This is the seventh in the series of “20 Questions with Wally Rhines”
Probably the most innovative person I met at Texas Instruments, other than Jack Kilby, was Ken Bean. Ken had a list of patents that would impress even the most skeptical. He started his career at Eagle Picher and came to TI in the mid 1960s. He was a warm, delightful and modest person but very innovative when it came to finding solutions for silicon manufacturing problems. He worked in Semiconductor Group Product Divisions as well as research labs over his TI career, as did Mike Cochran, a topic that I’ll address later.
Ken Bean almost never saw a semiconductor manufacturing problem that he couldn’t solve. When TI had problems introducing the “thermal printer” that was used in the “Silent 700”, Ken had a solution that made the silicon print heads manufacturable. One of the most innovative patents that Ken filed was the patent on the slicing of silicon wafers. Easy, don’t you think? No. Ken addressed a problem for DUF (or diffusion under film) in bipolar integrated circuits. “Pattern shift” was a problem that occurred because early bipolar integrated circuits used wafers that were oriented to or crystal planes. As a result, subsequent layers of deposition “shifted” modestly as the epitaxial layer grew in the direction of crystal orientation. This caused a shift in the alignment of subsequent photomasks. Not a problem for Ken. He was called in to solve the problem and he did. Why not slice the wafers a few degrees off the perfect orientation. Then the DUF layer wouldn’t follow the crystalline orientation. It worked. Subsequently, wafers for bipolar integrated circuits were sliced slightly away from perfect orientation.

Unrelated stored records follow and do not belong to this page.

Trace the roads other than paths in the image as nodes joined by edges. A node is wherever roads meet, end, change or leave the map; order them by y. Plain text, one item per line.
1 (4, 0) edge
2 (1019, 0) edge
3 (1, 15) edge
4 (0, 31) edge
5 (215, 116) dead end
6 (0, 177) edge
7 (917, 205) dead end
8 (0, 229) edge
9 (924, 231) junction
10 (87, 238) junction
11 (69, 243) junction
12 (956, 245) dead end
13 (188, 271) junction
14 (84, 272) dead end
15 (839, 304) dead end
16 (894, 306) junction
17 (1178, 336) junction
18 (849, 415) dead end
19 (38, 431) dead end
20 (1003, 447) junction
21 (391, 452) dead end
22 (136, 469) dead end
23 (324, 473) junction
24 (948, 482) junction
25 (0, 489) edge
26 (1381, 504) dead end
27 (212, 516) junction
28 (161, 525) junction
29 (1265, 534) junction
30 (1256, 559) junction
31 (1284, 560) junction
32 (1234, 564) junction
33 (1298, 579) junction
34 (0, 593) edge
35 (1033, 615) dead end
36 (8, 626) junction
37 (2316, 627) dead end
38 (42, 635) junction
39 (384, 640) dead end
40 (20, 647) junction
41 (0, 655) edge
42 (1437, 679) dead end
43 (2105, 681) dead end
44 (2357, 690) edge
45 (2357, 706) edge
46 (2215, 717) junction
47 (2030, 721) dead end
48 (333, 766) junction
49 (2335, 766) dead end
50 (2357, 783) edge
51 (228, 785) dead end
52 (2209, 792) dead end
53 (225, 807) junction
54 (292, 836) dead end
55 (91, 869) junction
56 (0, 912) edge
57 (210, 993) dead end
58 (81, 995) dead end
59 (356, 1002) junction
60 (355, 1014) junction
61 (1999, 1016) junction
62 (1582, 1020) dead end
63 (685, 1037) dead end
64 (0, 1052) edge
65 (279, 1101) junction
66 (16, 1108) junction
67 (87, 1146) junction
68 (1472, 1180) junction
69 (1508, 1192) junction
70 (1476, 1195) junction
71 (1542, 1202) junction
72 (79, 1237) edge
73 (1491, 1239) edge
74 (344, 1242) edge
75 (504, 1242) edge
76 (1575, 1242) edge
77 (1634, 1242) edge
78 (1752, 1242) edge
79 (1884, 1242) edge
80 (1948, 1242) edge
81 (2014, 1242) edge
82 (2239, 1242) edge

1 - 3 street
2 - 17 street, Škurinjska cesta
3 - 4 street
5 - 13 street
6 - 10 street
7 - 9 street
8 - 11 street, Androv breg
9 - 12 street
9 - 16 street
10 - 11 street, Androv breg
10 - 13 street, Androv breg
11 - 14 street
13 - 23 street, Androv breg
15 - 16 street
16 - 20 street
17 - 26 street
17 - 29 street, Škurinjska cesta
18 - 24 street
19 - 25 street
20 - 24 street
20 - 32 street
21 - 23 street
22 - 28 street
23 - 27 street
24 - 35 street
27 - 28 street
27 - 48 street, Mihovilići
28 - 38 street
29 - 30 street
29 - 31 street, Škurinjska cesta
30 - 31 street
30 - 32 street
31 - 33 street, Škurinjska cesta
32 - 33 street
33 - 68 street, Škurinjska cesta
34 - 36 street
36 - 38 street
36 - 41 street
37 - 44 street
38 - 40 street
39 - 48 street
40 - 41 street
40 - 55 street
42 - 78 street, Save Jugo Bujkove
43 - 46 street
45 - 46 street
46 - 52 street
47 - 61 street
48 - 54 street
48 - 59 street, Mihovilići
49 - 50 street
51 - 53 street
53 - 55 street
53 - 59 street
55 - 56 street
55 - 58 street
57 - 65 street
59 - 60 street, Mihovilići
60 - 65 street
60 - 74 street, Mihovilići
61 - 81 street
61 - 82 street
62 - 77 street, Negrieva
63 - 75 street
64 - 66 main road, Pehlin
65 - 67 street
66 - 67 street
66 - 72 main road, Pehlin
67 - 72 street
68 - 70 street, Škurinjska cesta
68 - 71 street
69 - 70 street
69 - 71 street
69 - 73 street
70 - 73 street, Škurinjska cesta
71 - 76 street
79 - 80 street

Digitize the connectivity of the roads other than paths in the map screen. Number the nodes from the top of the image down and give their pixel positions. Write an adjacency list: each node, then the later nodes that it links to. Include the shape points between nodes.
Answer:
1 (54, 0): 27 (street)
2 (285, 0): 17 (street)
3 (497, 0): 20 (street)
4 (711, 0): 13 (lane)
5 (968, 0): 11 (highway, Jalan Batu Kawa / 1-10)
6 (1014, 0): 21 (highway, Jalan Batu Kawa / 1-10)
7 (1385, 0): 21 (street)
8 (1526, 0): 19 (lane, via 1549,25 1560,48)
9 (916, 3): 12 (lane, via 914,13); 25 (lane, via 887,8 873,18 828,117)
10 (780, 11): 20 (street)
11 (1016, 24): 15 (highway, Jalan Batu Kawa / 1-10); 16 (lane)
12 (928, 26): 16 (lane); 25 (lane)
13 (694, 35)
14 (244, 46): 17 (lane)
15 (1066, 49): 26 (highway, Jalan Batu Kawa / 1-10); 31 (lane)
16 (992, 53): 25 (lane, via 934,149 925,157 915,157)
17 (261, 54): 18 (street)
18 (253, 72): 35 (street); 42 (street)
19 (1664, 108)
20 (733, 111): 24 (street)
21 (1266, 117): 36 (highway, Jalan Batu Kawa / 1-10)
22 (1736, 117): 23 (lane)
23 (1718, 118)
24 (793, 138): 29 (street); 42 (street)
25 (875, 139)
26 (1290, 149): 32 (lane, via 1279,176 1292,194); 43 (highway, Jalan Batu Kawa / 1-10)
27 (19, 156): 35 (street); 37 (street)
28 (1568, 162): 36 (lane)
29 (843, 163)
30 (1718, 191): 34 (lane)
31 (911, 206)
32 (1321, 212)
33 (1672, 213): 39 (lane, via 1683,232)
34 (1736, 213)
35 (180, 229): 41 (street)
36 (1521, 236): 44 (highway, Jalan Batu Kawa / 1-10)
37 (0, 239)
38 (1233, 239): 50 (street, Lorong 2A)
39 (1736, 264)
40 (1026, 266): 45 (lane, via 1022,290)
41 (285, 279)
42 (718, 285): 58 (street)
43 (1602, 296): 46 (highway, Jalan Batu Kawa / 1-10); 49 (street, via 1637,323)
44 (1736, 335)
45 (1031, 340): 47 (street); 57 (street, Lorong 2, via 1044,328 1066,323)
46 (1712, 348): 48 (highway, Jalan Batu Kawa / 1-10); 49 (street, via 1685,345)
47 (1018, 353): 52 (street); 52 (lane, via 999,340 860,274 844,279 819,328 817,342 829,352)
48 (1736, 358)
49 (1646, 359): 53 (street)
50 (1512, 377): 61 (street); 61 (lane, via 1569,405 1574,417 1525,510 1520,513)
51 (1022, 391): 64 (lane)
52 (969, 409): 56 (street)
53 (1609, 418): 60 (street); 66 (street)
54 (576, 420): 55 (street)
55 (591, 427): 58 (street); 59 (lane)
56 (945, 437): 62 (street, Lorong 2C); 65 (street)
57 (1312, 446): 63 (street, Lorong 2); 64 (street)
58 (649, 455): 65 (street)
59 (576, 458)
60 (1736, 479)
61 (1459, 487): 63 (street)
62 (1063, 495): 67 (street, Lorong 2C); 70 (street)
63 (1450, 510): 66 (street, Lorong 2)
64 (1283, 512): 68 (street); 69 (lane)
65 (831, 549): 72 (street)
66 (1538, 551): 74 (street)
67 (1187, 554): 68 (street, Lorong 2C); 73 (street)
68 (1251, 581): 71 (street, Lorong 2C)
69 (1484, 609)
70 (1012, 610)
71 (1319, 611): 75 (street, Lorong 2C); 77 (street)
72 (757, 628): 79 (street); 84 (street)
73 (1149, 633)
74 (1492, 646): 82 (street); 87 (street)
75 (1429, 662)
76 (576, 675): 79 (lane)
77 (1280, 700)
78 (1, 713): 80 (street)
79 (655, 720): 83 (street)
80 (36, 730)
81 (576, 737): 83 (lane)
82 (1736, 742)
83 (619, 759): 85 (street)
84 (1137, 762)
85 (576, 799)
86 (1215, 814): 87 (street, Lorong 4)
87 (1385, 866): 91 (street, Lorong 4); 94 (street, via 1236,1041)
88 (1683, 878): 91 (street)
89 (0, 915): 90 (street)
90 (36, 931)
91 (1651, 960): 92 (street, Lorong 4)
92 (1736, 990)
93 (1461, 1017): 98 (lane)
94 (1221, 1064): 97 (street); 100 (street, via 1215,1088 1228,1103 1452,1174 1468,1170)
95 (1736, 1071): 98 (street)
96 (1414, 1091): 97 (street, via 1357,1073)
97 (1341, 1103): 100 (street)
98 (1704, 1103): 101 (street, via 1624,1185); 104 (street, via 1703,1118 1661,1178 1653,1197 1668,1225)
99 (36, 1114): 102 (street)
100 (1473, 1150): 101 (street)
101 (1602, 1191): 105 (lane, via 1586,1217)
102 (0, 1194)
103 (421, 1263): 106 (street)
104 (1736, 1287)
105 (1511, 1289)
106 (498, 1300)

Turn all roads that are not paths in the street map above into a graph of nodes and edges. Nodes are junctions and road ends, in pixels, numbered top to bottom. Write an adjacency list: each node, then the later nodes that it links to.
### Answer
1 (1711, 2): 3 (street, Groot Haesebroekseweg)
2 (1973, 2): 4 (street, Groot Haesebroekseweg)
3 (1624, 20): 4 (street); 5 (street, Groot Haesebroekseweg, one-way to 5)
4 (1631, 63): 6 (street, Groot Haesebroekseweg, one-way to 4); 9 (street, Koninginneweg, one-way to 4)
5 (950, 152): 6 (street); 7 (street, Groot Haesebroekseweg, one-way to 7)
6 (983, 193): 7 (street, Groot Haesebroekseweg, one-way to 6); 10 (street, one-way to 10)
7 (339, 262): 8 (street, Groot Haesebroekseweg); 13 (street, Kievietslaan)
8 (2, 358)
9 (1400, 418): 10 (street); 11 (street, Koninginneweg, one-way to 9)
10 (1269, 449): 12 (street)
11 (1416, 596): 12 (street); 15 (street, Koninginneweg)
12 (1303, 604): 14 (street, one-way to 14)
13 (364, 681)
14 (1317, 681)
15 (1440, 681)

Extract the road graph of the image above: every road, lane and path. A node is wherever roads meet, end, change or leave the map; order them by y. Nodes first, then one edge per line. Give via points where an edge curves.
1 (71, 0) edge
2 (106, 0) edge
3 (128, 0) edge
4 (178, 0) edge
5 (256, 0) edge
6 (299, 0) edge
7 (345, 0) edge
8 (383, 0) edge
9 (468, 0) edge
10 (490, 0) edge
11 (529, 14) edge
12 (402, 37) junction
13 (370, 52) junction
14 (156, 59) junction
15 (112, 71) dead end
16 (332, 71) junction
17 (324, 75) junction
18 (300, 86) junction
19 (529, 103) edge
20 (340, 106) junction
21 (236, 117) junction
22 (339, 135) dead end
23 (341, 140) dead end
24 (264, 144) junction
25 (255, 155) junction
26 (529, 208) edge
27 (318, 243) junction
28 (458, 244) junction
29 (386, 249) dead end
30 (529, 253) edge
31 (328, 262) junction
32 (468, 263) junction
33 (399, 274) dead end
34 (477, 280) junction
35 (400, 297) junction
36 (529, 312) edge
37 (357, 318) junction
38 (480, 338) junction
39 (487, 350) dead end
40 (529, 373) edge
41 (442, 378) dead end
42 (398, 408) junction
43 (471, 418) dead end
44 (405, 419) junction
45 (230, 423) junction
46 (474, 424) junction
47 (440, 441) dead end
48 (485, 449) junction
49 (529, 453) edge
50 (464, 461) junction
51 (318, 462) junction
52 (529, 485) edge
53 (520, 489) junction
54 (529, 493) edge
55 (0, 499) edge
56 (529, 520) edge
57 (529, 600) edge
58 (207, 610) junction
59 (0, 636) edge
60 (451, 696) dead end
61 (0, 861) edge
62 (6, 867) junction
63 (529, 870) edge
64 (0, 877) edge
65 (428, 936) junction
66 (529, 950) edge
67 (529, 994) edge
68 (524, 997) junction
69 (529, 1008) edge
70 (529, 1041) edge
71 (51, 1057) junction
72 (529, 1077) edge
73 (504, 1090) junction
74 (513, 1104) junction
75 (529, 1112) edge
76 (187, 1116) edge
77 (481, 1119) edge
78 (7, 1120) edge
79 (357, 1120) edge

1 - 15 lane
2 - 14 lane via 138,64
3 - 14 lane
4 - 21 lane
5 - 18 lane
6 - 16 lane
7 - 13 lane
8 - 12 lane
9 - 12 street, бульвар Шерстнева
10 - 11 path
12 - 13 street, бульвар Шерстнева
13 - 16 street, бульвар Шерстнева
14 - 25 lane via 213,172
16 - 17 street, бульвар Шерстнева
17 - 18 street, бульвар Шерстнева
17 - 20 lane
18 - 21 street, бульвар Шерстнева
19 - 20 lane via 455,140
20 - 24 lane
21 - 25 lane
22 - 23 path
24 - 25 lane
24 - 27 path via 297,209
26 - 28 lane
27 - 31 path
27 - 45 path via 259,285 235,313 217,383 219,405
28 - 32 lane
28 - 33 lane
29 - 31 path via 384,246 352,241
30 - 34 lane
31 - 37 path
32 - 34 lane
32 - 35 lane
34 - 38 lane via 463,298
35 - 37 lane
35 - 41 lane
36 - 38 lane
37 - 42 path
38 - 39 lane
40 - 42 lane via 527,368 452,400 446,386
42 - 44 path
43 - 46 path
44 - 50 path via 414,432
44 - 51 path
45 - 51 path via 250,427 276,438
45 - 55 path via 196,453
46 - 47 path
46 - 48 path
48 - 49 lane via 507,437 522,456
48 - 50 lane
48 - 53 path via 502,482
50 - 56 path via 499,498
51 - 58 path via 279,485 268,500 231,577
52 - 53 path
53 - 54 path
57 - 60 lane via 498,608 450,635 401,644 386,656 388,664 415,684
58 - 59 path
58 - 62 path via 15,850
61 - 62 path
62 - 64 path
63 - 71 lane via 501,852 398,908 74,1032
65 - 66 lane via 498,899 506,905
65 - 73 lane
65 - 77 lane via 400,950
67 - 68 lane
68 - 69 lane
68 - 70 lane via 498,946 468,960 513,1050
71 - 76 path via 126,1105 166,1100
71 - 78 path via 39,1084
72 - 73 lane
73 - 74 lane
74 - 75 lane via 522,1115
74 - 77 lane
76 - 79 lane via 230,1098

In the early 1970s Monsanto decided to get out of the semiconductor wafer business and showed up at TI with a list of patents for which they hoped to claim royalties (since TI still manufactured its own polysilicon and silicon wafers). After Monsanto showed their patents, TI lawyers passed Ken Bean’s patent to them, showing why wafers used for bipolar semiconductors are sliced a few degrees away from the perfect orientation (https://patents.google.com/patent/US3379584A/en). The story goes that the Monsanto lawyers looked at the patent and closed their brief cases. That was the last that the TI lawyers saw of them. It was truly a fundamental patent in the early days of semiconductor history. I loved my interaction with Ken and he loved our family. To his death, he communicated, kept our Christmas cards on his refrigerator and delighted in the success that TI ultimately achieved.
One of the things that Ken taught me was the importance of customer interaction in the innovation process. Ken had assignments in the Semiconductor Group and in the Central Research Labs as well as the Semiconductor Research and Development Lab. Interestingly, he generated patents at approximately the same rate per year regardless of where he was working. The same was true of Mike Cochran, who worked in a variety of organizations in TI, including both semiconductor product groups and research laboratories (and is partially responsible for the Cochran-Boone patents on the microprocessor). I decided to analyze the patent productivity of the truly great patent generators like Ken and Mike. Fortunately, TI had a system that helped me. After the TI DRAM lawsuits, TI management decided that patents were a very important source of royalty revenue, much to the dismay of many TI engineers who had been taught that patents should only be used defensively, to allow TI to enter new markets. So TI created a special segment of the annual performance review process that rewarded the creators of the most valuable patents. Those lawyers who negotiated the patent cross licenses voted on the most valuable patents. The result: I now had a list of the most “valuable” patents.
The result of the analysis amazed me although I wasn’t allowed to publish the results. But the conclusion was clear. People like Ken Bean and Mike Cochran generated about the same number of patents per year. But the ones that they generated when they were in product groups turned out to be much more valuable than those they generated when they worked in research organizations. Why? I concluded that, because the patents they filed when they were in product groups were developed in response to a customer problem, they grew in value as more competitors adopted similar solutions to the same type of problems. The other patents sounded great; they just weren’t as valuable because they were generated by innovative ideas rather than customer problem solving.